#### Work required:
Your answer should hold the data exactly as given, minus any picture.

*** Records for this task ***

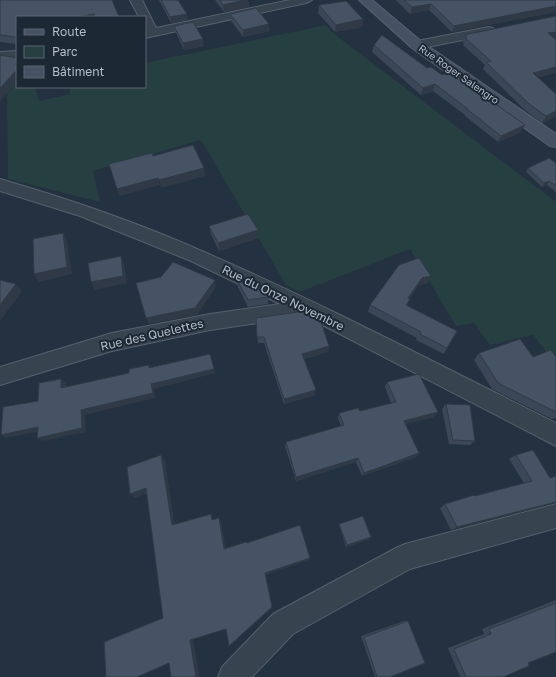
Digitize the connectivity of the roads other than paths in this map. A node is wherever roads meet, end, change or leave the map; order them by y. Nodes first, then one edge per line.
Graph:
1 (136, 0) edge
2 (306, 0) edge
3 (365, 0) edge
4 (142, 16) edge
5 (504, 28) edge
6 (149, 33) edge
7 (417, 45) junction
8 (16, 55) edge
9 (0, 56) edge
10 (556, 142) edge
11 (0, 185) edge
12 (307, 308) junction
13 (0, 376) edge
14 (556, 435) edge
15 (556, 516) edge
16 (232, 677) edge

1 - 4 street
2 - 6 street
3 - 7 street, Rue Roger Salengro
5 - 7 street
7 - 10 street, Rue Roger Salengro
8 - 9 street
11 - 12 street, Rue du Onze Novembre
12 - 13 street, Rue des Quelettes
12 - 14 street, Rue du Onze Novembre
15 - 16 street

***

#### Task answer:
Digitize the connectivity of the roads other than paths in this map. A node is wherever roads meet, end, change or leave the map; order them by y. Nodes first, then one edge per line.
Graph:
1 (136, 0) edge
2 (306, 0) edge
3 (365, 0) edge
4 (142, 16) edge
5 (504, 28) edge
6 (149, 33) edge
7 (417, 45) junction
8 (16, 55) edge
9 (0, 56) edge
10 (556, 142) edge
11 (0, 185) edge
12 (307, 308) junction
13 (0, 376) edge
14 (556, 435) edge
15 (556, 516) edge
16 (232, 677) edge

1 - 4 street
2 - 6 street
3 - 7 street, Rue Roger Salengro
5 - 7 street
7 - 10 street, Rue Roger Salengro
8 - 9 street
11 - 12 street, Rue du Onze Novembre
12 - 13 street, Rue des Quelettes
12 - 14 street, Rue du Onze Novembre
15 - 16 street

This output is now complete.